1. For instance, start with wired data transmission. Suppose I am transmitting a digital signal. I have a wire in California and another one 3,000 miles away in Florida. I am transmitting binary 101 at a frequency of 1 Hz to Florida. Does this accurately represent the potential of the wire at a given time?

Time = 0 sec - CA 000000000000000000000 FL (intially nothing being sent)
Time = 0.1 sec – CA 11111111111111111111 FL
Time = 0.9999 . . . 9 – CA 1111111111111111 FL (just before switching)

This is where I am confused. I am not sure if the potential of the line changes instantaneously
Time = 1 sec – CA 000000000000000000000 FL (entire wire instantaneously changes potential)
or
Time = 1 sec – CA 000000000000 . . 11111111 FL (signal propagates through wire at speed of light)

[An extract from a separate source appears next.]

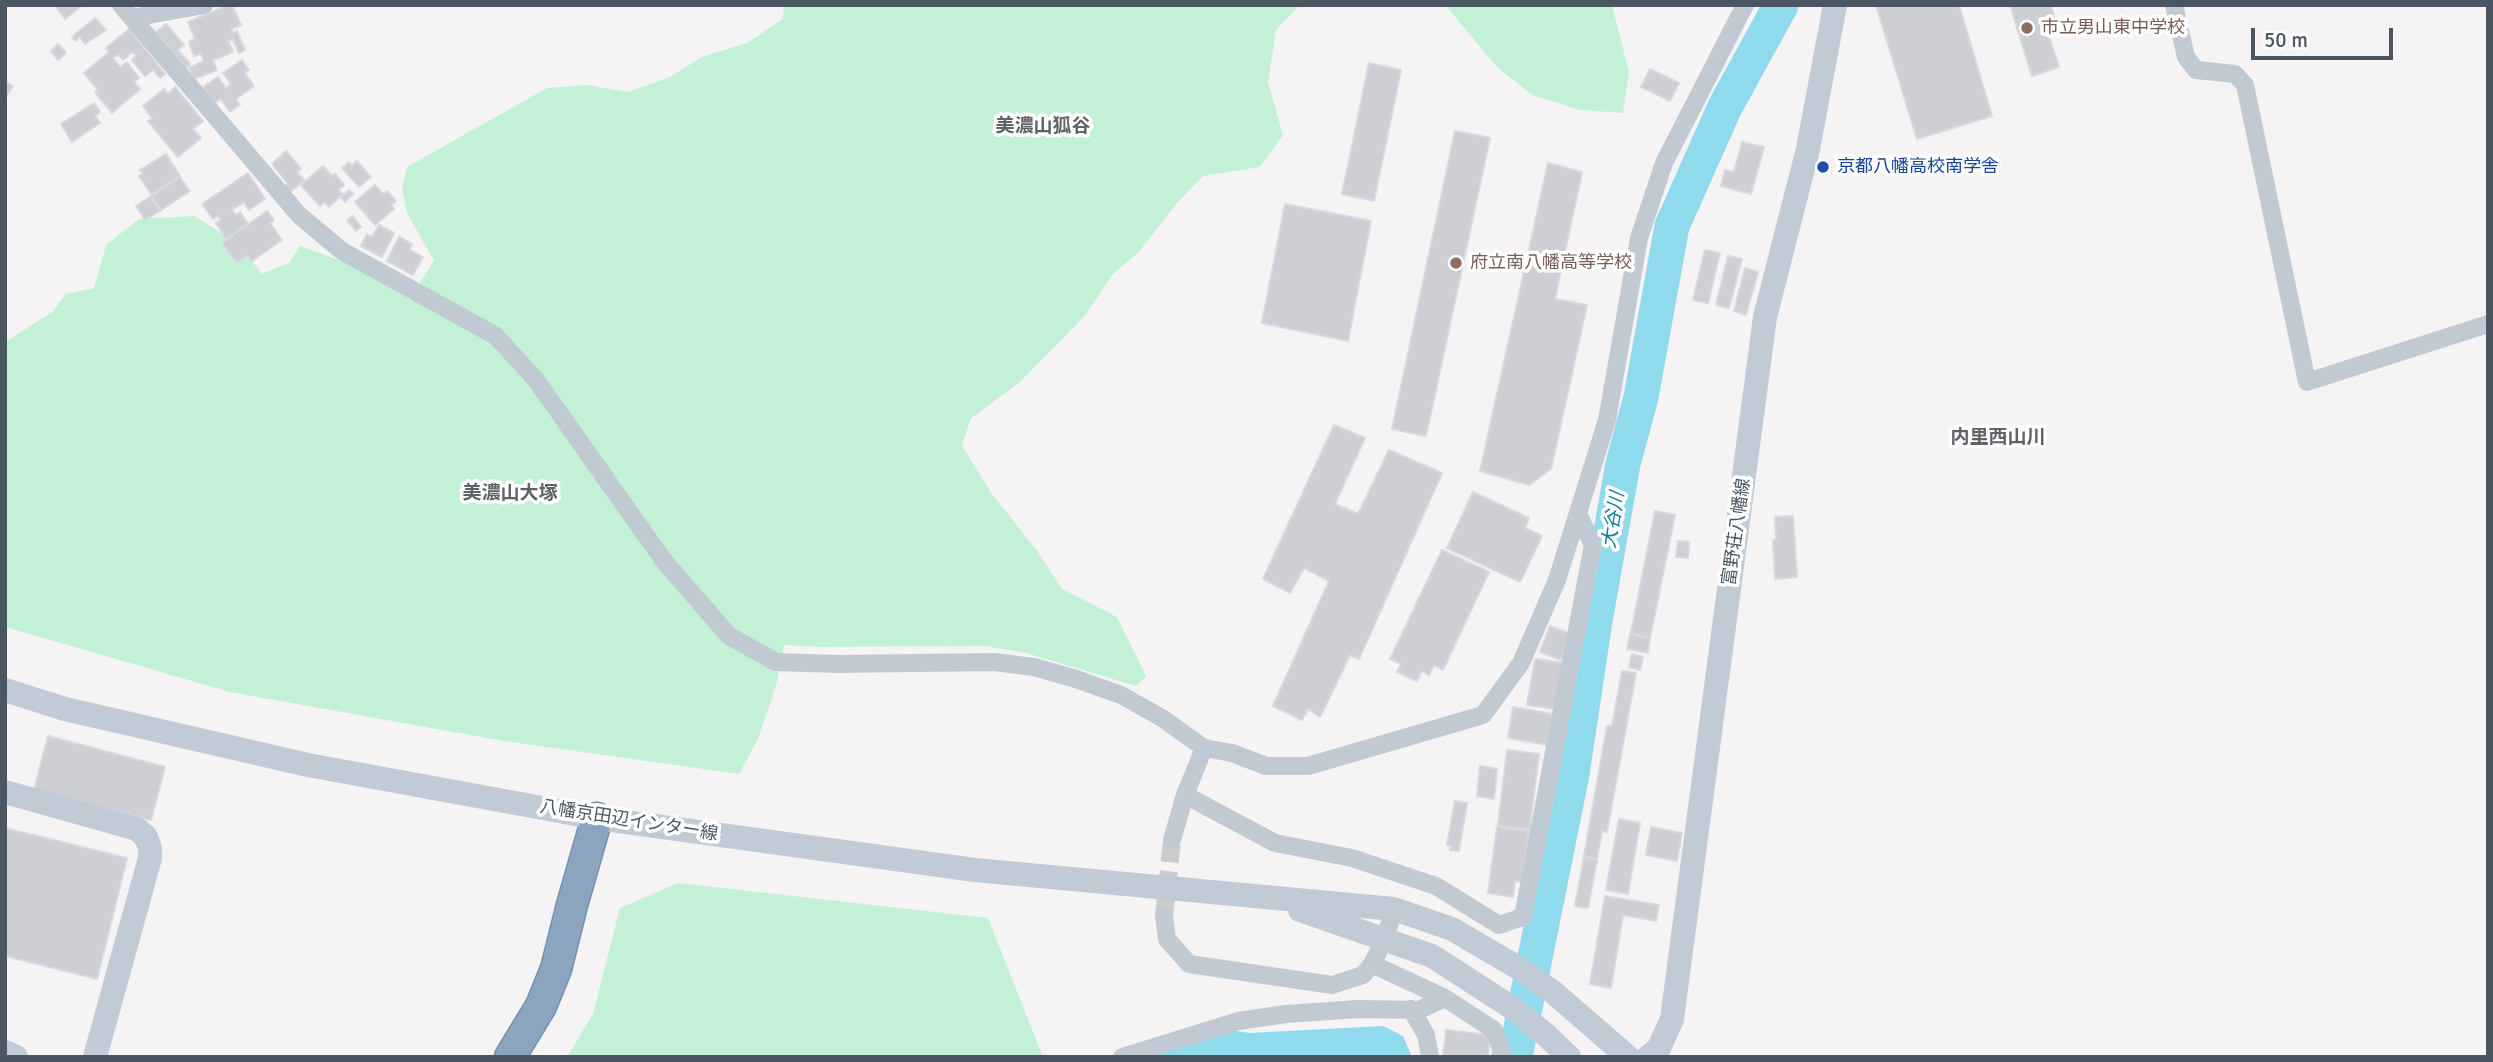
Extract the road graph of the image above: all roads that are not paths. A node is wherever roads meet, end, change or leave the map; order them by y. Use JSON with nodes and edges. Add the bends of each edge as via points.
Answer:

Where in the second instance there is some brief period of time where closer towards Florida the line is a logic 1 and closer to California the line is a logic 0. Part of me is leaning towards it being the second because the signal will travel at the speed of light there is some finite, albeit very small time, where the logic 0 hasn’t made it (3000 miles/670 616 629 mph * 3600 seconds/hour = ~16.1ms for the signal to travel from California to Florida) to Florida. But I have always heard that the potential of a conductor is constant.

Does that make any sense?

2. My next question relates to bandwidth. We all have heard about how fiber optics have allowed for much higher data transmission rates. Why, or more specifically, how? I know that some optical fibers allow for dense wavelength division multiplexing (basically frequency division multiplexing using colors of light), but why does this allow for more data to be sent? You can’t transmit the data any faster since through copper since you can already send it at the speed of light. You can’t send any more data since you can send multiple signals via frequency division multiplexing in both copper and fiber. It seems, to me, that the only difference between the two would be in the amount of loss or electromagnetic interference each transmission medium would have or what physical device in California is used to put the signal on the line. Can they put it on the fiber more quickly than on copper which would allow for more bandwidth?

3. I have cable and DSL internet coming into my home. So I can only have 1 wire coming into my house, the internet and cable share a line. I have a 10 Mhz splitter coming into my house to divide the two signals up and send one to my cable modem and the other to my TV. How does the splitter know which signal is which? I assume that digital signals are coming into the splitter, bifurcated, and then sent to two filters which I assume is just a low pass and a high pass filter each allowing a certain frequency spectrum through. But I don’t understand how this would work in real life.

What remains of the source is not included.